Working data below:

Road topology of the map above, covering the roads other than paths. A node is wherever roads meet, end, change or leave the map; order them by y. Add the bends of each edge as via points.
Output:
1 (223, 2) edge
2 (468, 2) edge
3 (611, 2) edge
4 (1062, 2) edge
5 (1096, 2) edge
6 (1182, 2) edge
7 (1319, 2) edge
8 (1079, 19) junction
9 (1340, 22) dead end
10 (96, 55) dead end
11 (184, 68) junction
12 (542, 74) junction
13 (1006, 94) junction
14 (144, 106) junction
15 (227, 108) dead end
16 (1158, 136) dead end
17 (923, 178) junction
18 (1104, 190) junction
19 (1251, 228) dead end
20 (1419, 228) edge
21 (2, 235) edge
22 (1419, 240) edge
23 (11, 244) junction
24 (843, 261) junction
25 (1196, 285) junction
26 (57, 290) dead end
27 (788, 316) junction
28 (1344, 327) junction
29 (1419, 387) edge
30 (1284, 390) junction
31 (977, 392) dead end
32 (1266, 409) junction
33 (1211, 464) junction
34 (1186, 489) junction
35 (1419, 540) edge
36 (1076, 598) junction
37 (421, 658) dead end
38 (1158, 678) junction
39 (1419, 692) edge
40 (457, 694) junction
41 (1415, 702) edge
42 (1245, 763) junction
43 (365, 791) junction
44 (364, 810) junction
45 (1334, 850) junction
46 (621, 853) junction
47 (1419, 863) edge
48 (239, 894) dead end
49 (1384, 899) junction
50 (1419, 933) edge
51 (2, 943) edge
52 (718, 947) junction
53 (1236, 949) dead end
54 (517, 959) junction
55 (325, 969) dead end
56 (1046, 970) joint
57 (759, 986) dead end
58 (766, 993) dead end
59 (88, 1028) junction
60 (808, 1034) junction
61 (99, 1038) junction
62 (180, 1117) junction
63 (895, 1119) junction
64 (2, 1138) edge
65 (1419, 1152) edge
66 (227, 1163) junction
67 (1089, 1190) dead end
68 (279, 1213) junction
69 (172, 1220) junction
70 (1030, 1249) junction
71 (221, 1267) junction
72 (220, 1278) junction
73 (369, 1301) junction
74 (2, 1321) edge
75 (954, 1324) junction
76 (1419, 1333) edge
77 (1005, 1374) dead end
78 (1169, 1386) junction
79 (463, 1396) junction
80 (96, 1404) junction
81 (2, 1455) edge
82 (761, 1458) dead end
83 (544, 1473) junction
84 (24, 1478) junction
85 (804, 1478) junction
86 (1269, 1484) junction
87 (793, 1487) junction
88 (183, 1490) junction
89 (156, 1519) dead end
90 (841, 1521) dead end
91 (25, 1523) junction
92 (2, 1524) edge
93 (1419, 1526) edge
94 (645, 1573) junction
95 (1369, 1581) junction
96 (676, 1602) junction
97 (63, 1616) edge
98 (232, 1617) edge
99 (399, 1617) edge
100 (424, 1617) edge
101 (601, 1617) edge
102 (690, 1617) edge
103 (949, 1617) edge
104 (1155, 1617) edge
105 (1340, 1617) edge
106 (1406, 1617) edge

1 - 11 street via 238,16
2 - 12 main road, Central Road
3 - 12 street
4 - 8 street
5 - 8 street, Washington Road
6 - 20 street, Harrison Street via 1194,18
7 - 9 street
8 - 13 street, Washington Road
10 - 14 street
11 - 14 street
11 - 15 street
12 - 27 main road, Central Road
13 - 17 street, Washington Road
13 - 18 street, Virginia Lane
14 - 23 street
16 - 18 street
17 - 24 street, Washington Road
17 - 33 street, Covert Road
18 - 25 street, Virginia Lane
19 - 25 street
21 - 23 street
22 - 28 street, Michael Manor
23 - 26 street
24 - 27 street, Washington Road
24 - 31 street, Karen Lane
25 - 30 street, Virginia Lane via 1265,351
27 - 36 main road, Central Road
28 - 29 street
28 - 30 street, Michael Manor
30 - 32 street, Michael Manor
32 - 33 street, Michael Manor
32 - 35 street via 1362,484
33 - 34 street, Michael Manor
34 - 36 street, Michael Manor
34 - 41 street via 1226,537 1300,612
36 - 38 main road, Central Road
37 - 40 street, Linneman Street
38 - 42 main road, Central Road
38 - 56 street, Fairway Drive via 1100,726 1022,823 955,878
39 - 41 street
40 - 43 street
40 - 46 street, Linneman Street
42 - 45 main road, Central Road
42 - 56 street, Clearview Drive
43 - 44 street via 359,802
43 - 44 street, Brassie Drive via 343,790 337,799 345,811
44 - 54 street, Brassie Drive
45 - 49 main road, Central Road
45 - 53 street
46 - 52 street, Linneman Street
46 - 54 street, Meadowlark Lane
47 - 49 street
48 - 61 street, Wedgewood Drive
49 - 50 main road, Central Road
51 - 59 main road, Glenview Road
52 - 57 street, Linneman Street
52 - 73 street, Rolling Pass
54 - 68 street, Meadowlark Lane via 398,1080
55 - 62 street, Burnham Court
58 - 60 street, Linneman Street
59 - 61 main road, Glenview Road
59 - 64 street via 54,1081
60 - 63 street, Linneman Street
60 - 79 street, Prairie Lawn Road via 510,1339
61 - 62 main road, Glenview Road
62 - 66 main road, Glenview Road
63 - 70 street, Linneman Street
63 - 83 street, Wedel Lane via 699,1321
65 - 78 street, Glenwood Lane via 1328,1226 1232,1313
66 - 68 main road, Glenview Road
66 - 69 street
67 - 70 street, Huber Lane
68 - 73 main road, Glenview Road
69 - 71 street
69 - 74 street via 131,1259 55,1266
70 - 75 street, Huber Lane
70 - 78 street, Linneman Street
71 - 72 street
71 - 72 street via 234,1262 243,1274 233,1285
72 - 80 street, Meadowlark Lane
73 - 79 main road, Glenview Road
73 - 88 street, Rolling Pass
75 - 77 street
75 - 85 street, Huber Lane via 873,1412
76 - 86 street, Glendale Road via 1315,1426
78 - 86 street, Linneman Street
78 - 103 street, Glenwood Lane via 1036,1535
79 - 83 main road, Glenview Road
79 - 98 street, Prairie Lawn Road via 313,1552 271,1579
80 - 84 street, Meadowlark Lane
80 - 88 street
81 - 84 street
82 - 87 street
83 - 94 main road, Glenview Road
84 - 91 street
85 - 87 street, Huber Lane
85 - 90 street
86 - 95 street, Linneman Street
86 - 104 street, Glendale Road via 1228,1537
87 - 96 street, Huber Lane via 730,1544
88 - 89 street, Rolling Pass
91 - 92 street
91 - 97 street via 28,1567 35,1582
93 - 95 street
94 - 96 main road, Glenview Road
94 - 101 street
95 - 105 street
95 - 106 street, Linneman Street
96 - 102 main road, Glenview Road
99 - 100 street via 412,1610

End of Working data.

__Your instructions__
The records must be given again in full, exactly as they were written.

__Task answer__
Road topology of the map above, covering the roads other than paths. A node is wherever roads meet, end, change or leave the map; order them by y. Add the bends of each edge as via points.
Output:
1 (223, 2) edge
2 (468, 2) edge
3 (611, 2) edge
4 (1062, 2) edge
5 (1096, 2) edge
6 (1182, 2) edge
7 (1319, 2) edge
8 (1079, 19) junction
9 (1340, 22) dead end
10 (96, 55) dead end
11 (184, 68) junction
12 (542, 74) junction
13 (1006, 94) junction
14 (144, 106) junction
15 (227, 108) dead end
16 (1158, 136) dead end
17 (923, 178) junction
18 (1104, 190) junction
19 (1251, 228) dead end
20 (1419, 228) edge
21 (2, 235) edge
22 (1419, 240) edge
23 (11, 244) junction
24 (843, 261) junction
25 (1196, 285) junction
26 (57, 290) dead end
27 (788, 316) junction
28 (1344, 327) junction
29 (1419, 387) edge
30 (1284, 390) junction
31 (977, 392) dead end
32 (1266, 409) junction
33 (1211, 464) junction
34 (1186, 489) junction
35 (1419, 540) edge
36 (1076, 598) junction
37 (421, 658) dead end
38 (1158, 678) junction
39 (1419, 692) edge
40 (457, 694) junction
41 (1415, 702) edge
42 (1245, 763) junction
43 (365, 791) junction
44 (364, 810) junction
45 (1334, 850) junction
46 (621, 853) junction
47 (1419, 863) edge
48 (239, 894) dead end
49 (1384, 899) junction
50 (1419, 933) edge
51 (2, 943) edge
52 (718, 947) junction
53 (1236, 949) dead end
54 (517, 959) junction
55 (325, 969) dead end
56 (1046, 970) joint
57 (759, 986) dead end
58 (766, 993) dead end
59 (88, 1028) junction
60 (808, 1034) junction
61 (99, 1038) junction
62 (180, 1117) junction
63 (895, 1119) junction
64 (2, 1138) edge
65 (1419, 1152) edge
66 (227, 1163) junction
67 (1089, 1190) dead end
68 (279, 1213) junction
69 (172, 1220) junction
70 (1030, 1249) junction
71 (221, 1267) junction
72 (220, 1278) junction
73 (369, 1301) junction
74 (2, 1321) edge
75 (954, 1324) junction
76 (1419, 1333) edge
77 (1005, 1374) dead end
78 (1169, 1386) junction
79 (463, 1396) junction
80 (96, 1404) junction
81 (2, 1455) edge
82 (761, 1458) dead end
83 (544, 1473) junction
84 (24, 1478) junction
85 (804, 1478) junction
86 (1269, 1484) junction
87 (793, 1487) junction
88 (183, 1490) junction
89 (156, 1519) dead end
90 (841, 1521) dead end
91 (25, 1523) junction
92 (2, 1524) edge
93 (1419, 1526) edge
94 (645, 1573) junction
95 (1369, 1581) junction
96 (676, 1602) junction
97 (63, 1616) edge
98 (232, 1617) edge
99 (399, 1617) edge
100 (424, 1617) edge
101 (601, 1617) edge
102 (690, 1617) edge
103 (949, 1617) edge
104 (1155, 1617) edge
105 (1340, 1617) edge
106 (1406, 1617) edge

1 - 11 street via 238,16
2 - 12 main road, Central Road
3 - 12 street
4 - 8 street
5 - 8 street, Washington Road
6 - 20 street, Harrison Street via 1194,18
7 - 9 street
8 - 13 street, Washington Road
10 - 14 street
11 - 14 street
11 - 15 street
12 - 27 main road, Central Road
13 - 17 street, Washington Road
13 - 18 street, Virginia Lane
14 - 23 street
16 - 18 street
17 - 24 street, Washington Road
17 - 33 street, Covert Road
18 - 25 street, Virginia Lane
19 - 25 street
21 - 23 street
22 - 28 street, Michael Manor
23 - 26 street
24 - 27 street, Washington Road
24 - 31 street, Karen Lane
25 - 30 street, Virginia Lane via 1265,351
27 - 36 main road, Central Road
28 - 29 street
28 - 30 street, Michael Manor
30 - 32 street, Michael Manor
32 - 33 street, Michael Manor
32 - 35 street via 1362,484
33 - 34 street, Michael Manor
34 - 36 street, Michael Manor
34 - 41 street via 1226,537 1300,612
36 - 38 main road, Central Road
37 - 40 street, Linneman Street
38 - 42 main road, Central Road
38 - 56 street, Fairway Drive via 1100,726 1022,823 955,878
39 - 41 street
40 - 43 street
40 - 46 street, Linneman Street
42 - 45 main road, Central Road
42 - 56 street, Clearview Drive
43 - 44 street via 359,802
43 - 44 street, Brassie Drive via 343,790 337,799 345,811
44 - 54 street, Brassie Drive
45 - 49 main road, Central Road
45 - 53 street
46 - 52 street, Linneman Street
46 - 54 street, Meadowlark Lane
47 - 49 street
48 - 61 street, Wedgewood Drive
49 - 50 main road, Central Road
51 - 59 main road, Glenview Road
52 - 57 street, Linneman Street
52 - 73 street, Rolling Pass
54 - 68 street, Meadowlark Lane via 398,1080
55 - 62 street, Burnham Court
58 - 60 street, Linneman Street
59 - 61 main road, Glenview Road
59 - 64 street via 54,1081
60 - 63 street, Linneman Street
60 - 79 street, Prairie Lawn Road via 510,1339
61 - 62 main road, Glenview Road
62 - 66 main road, Glenview Road
63 - 70 street, Linneman Street
63 - 83 street, Wedel Lane via 699,1321
65 - 78 street, Glenwood Lane via 1328,1226 1232,1313
66 - 68 main road, Glenview Road
66 - 69 street
67 - 70 street, Huber Lane
68 - 73 main road, Glenview Road
69 - 71 street
69 - 74 street via 131,1259 55,1266
70 - 75 street, Huber Lane
70 - 78 street, Linneman Street
71 - 72 street
71 - 72 street via 234,1262 243,1274 233,1285
72 - 80 street, Meadowlark Lane
73 - 79 main road, Glenview Road
73 - 88 street, Rolling Pass
75 - 77 street
75 - 85 street, Huber Lane via 873,1412
76 - 86 street, Glendale Road via 1315,1426
78 - 86 street, Linneman Street
78 - 103 street, Glenwood Lane via 1036,1535
79 - 83 main road, Glenview Road
79 - 98 street, Prairie Lawn Road via 313,1552 271,1579
80 - 84 street, Meadowlark Lane
80 - 88 street
81 - 84 street
82 - 87 street
83 - 94 main road, Glenview Road
84 - 91 street
85 - 87 street, Huber Lane
85 - 90 street
86 - 95 street, Linneman Street
86 - 104 street, Glendale Road via 1228,1537
87 - 96 street, Huber Lane via 730,1544
88 - 89 street, Rolling Pass
91 - 92 street
91 - 97 street via 28,1567 35,1582
93 - 95 street
94 - 96 main road, Glenview Road
94 - 101 street
95 - 105 street
95 - 106 street, Linneman Street
96 - 102 main road, Glenview Road
99 - 100 street via 412,1610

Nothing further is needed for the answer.